Intraspecific variation and plasticity in mitochondrial oxygen binding affinity as a response to environmental temperature

Mitochondrial function has been suggested to underlie constraints on whole-organism aerobic performance and associated hypoxia and thermal tolerance limits, but most studies have focused on measures of maximum mitochondrial capacity. Here we investigated whether variation in mitochondrial oxygen kinetics could contribute to local adaptation and plasticity in response to temperature using two subspecies of the Atlantic killifish (Fundulus heteroclitus) acclimated to a range of temperatures (5, 15, and 33 °C). The southern subspecies of F. heteroclitus, which has superior thermal and hypoxia tolerances compared to the northern subspecies, exhibited lower mitochondrial O(2) P50 (higher O(2) affinity).
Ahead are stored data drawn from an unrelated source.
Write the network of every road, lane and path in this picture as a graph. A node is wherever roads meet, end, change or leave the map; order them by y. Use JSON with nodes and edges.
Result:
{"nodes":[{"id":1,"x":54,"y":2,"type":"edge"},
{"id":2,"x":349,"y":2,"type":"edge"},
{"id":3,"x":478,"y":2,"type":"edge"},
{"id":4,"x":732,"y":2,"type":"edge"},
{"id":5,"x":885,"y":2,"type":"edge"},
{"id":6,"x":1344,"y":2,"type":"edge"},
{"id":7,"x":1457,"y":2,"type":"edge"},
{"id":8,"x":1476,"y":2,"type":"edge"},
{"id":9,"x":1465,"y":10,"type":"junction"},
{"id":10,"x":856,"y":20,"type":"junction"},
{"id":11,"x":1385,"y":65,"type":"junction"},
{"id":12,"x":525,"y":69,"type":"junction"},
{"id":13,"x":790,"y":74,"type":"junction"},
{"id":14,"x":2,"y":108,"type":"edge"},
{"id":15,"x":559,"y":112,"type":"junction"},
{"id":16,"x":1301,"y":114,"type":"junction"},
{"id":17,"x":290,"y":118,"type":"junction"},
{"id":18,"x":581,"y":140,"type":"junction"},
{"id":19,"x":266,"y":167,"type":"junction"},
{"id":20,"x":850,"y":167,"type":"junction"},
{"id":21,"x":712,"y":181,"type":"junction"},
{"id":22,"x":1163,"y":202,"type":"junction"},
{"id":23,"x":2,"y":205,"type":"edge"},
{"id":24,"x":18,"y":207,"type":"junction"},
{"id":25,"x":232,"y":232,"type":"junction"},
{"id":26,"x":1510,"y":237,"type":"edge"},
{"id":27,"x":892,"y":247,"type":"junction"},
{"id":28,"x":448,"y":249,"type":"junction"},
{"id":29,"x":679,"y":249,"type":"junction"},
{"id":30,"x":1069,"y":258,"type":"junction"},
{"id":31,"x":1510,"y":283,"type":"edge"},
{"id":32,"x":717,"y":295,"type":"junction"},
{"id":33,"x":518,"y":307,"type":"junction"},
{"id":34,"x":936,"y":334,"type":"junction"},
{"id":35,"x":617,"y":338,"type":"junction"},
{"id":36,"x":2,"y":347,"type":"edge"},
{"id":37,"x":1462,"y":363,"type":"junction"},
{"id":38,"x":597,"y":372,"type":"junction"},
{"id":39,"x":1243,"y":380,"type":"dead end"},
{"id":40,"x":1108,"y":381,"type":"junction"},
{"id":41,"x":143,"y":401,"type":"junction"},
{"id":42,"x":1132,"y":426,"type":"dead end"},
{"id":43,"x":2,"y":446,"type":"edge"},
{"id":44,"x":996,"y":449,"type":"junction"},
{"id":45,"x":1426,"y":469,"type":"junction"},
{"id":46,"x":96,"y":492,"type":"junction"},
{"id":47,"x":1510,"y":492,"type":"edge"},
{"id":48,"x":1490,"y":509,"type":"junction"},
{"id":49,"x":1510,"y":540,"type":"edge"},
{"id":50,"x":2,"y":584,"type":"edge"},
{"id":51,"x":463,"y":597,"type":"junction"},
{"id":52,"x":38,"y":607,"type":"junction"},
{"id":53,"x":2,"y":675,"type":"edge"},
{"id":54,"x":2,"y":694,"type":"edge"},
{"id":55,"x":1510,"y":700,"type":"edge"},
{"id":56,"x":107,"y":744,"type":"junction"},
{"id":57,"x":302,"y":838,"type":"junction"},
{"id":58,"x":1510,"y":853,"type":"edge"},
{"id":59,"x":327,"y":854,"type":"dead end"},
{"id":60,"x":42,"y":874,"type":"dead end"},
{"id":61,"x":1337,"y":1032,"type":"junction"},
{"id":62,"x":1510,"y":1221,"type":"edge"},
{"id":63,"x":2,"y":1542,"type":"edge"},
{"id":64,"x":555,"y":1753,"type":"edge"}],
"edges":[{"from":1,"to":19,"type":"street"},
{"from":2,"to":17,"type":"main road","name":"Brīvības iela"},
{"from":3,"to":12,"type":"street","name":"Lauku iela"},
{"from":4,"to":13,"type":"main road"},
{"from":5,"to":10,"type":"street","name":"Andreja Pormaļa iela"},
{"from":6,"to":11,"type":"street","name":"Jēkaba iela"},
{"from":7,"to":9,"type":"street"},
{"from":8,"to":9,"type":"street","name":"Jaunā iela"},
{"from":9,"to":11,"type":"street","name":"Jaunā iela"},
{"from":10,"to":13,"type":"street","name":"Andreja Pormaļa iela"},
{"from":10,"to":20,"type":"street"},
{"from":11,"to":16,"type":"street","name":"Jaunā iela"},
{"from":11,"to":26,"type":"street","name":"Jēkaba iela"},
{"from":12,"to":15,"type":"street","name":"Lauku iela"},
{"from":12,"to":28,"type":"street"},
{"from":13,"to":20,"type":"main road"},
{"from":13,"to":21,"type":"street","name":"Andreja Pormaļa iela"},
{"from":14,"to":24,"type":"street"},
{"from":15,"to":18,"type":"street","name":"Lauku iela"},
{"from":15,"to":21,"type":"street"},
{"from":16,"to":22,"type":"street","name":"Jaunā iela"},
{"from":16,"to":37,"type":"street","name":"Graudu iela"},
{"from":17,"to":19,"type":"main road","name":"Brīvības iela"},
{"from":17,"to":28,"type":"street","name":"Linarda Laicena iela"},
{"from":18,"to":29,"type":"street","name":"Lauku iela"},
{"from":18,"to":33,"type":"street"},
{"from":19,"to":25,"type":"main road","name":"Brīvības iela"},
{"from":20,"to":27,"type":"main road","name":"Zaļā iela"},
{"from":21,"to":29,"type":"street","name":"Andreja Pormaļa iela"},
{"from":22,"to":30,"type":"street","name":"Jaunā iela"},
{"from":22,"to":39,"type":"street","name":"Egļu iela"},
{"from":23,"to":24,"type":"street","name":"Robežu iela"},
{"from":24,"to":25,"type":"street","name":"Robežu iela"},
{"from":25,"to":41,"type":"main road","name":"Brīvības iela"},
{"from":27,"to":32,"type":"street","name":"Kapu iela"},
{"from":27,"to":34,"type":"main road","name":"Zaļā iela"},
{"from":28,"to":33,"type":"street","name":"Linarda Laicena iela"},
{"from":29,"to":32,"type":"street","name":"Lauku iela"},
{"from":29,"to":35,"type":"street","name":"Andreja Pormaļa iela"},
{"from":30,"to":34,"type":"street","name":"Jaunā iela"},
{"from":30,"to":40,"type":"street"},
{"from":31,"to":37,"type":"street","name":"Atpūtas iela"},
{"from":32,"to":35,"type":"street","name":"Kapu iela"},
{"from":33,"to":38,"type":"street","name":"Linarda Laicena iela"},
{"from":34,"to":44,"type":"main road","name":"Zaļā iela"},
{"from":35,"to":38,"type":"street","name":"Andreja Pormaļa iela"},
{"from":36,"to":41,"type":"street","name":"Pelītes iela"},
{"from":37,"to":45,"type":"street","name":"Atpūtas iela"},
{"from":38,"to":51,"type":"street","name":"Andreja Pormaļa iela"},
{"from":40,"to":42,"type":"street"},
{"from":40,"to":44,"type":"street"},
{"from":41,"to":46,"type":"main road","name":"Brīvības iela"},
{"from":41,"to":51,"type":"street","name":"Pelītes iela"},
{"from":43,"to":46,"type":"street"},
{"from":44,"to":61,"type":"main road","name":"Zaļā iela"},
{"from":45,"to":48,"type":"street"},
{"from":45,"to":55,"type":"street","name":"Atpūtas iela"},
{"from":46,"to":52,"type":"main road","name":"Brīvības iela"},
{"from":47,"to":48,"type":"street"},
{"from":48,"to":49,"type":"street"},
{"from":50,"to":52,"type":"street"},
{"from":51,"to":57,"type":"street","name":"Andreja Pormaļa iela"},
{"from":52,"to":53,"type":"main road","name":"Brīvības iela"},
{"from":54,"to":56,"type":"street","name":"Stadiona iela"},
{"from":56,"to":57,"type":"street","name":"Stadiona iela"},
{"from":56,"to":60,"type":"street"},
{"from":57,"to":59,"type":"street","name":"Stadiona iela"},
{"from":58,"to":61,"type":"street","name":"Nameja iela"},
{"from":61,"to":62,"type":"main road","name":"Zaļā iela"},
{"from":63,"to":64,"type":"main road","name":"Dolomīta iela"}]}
Acclimation to thermal extremes (5 or 33 °C) altered mitochondrial O(2) P50 in both subspecies consistent with the effects of thermal acclimation on whole-organism thermal tolerance limits. We also examined differences between subspecies and thermal acclimation effects on whole-blood Hb O(2)-P50 to assess whether variation in oxygen delivery is involved in these responses. In contrast to the clear differences between subspecies in mitochondrial O(2)-P50 there were no differences in whole-blood Hb-O(2) P50 between subspecies. Taken together these findings support a general role for mitochondrial oxygen kinetics in differentiating whole-organism aerobic performance and thus in influencing species responses to environmental change.